From the entries below, count the lines with "Loomis". Write only the count.

^^^^^^^^^^^^^^^^

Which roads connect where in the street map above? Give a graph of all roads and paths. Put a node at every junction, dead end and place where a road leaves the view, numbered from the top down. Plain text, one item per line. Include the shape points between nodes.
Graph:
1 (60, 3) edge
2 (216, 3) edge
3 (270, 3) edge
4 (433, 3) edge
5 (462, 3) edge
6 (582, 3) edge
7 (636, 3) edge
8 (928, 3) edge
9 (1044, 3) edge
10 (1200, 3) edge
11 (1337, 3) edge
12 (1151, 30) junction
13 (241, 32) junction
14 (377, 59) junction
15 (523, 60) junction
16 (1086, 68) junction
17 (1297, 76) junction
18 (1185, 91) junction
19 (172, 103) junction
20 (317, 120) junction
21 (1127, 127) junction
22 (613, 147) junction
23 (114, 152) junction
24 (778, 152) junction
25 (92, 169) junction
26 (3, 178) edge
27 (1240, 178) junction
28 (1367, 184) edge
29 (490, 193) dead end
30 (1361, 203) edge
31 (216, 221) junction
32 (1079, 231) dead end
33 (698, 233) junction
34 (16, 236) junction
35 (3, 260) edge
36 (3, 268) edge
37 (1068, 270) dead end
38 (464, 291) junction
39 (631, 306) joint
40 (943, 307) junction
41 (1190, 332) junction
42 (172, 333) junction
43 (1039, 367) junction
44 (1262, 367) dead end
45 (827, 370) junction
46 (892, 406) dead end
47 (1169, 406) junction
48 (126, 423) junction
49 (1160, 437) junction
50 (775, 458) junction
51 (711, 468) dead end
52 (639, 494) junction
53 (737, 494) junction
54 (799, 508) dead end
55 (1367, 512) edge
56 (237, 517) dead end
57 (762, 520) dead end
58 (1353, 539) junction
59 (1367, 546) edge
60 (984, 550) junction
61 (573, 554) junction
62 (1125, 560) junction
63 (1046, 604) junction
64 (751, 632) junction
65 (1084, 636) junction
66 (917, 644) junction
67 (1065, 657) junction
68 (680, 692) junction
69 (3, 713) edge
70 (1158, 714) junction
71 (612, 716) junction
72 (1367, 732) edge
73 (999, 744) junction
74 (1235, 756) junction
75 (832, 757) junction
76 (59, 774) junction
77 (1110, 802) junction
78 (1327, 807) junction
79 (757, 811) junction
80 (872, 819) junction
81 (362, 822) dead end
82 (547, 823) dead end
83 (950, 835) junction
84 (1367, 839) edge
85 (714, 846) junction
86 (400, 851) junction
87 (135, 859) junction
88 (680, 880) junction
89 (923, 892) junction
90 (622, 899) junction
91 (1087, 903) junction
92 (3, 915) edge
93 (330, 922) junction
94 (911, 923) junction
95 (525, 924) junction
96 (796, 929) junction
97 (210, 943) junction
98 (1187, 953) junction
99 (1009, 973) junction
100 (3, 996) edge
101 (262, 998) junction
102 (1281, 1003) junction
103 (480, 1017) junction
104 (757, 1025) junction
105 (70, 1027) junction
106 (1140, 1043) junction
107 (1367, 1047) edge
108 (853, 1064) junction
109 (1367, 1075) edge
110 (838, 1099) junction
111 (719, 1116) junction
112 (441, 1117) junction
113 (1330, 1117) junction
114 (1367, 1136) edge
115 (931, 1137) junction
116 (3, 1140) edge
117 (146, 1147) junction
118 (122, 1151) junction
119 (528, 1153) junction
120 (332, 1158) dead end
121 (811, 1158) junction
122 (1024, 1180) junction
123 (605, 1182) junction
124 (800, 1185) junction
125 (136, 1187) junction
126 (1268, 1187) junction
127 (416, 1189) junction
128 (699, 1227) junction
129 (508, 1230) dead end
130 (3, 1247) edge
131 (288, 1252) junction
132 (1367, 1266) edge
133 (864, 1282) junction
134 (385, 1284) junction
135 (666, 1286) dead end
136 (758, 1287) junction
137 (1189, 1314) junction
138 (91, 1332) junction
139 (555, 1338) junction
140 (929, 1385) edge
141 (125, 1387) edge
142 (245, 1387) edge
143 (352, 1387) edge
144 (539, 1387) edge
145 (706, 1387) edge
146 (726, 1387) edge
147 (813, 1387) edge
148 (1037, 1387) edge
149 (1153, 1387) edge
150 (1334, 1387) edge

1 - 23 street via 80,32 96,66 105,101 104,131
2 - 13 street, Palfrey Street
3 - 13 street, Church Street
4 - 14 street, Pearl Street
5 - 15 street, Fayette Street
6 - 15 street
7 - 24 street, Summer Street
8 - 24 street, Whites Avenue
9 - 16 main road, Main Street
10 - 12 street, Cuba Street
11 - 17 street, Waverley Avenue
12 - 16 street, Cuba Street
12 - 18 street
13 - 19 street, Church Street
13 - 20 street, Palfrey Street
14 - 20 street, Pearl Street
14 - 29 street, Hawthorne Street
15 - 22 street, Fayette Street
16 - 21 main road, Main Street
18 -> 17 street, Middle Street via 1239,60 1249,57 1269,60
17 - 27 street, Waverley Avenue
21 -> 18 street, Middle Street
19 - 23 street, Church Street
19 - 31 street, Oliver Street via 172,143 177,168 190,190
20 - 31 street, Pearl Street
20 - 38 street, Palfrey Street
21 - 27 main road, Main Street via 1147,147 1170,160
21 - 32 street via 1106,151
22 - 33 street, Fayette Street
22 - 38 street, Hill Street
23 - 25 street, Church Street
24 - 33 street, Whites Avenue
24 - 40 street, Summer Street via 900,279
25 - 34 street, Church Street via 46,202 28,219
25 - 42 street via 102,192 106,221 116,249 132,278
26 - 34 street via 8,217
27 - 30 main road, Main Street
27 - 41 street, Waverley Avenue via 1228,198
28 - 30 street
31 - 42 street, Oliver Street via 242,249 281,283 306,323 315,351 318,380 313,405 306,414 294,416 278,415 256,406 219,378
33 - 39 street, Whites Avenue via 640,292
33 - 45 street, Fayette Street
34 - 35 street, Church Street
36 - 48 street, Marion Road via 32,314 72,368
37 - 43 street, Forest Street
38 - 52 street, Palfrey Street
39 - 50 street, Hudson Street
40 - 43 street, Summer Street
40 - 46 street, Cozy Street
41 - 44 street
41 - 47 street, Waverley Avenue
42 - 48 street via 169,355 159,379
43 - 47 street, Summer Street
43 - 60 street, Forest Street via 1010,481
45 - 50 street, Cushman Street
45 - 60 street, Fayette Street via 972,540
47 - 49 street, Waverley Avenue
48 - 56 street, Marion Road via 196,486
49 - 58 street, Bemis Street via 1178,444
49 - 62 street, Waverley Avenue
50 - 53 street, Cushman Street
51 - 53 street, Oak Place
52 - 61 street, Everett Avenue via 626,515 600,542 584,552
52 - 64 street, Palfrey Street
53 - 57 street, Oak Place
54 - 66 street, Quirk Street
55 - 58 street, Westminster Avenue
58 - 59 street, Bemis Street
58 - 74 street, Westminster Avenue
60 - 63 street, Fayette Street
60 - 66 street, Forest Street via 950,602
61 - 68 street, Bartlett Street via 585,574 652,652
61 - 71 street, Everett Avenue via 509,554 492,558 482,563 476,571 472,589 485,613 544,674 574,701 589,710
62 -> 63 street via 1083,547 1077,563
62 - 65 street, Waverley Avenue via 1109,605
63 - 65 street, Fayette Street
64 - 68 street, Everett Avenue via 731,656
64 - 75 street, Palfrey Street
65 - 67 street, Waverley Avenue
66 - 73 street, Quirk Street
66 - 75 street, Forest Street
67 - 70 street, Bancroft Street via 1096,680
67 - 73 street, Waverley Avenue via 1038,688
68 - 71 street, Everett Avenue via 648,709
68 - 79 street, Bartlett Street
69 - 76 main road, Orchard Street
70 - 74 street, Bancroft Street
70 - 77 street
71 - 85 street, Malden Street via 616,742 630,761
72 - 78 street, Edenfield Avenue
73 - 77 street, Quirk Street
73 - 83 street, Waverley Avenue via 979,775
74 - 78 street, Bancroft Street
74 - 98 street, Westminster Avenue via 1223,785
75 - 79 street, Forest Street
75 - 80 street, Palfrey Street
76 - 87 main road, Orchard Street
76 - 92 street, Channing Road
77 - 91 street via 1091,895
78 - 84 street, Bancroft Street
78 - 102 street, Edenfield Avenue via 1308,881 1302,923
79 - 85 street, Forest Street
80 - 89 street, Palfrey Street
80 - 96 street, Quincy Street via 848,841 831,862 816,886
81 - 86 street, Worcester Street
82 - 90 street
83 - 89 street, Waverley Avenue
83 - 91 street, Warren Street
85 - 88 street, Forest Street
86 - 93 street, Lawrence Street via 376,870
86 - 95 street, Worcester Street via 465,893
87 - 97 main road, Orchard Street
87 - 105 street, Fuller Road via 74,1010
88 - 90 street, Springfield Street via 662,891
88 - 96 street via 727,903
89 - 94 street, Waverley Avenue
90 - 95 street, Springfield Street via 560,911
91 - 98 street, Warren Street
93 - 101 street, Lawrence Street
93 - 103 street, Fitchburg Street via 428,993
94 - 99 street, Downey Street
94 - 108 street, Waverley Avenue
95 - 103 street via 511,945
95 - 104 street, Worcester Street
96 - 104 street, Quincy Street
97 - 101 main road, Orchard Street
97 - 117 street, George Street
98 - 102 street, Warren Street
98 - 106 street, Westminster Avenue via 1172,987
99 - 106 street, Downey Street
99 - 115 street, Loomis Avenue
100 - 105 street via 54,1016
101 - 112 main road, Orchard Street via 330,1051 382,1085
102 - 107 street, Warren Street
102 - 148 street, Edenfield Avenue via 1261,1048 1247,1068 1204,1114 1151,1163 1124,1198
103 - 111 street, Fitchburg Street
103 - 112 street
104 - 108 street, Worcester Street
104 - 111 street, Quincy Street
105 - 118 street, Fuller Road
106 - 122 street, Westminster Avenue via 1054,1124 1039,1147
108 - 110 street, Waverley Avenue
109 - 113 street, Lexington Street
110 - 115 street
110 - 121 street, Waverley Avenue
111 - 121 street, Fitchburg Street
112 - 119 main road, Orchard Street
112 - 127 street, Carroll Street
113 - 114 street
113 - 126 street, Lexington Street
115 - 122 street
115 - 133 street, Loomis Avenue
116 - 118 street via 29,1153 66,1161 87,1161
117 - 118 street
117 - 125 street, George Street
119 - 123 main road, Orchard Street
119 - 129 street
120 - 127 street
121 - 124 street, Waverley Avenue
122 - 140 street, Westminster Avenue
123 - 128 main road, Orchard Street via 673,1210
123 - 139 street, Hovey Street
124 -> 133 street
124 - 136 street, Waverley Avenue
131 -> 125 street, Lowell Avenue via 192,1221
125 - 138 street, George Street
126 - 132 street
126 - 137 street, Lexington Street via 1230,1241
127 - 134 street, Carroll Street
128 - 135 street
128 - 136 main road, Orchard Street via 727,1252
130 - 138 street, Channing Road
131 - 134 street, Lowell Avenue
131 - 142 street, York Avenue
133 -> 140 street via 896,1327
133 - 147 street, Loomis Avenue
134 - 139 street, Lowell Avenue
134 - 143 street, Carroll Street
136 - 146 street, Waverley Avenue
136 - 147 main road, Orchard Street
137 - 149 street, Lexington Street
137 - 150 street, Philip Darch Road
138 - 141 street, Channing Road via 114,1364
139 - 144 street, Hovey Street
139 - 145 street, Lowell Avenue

^^^^^^^^^^^^^^^^

■ Reply ■
3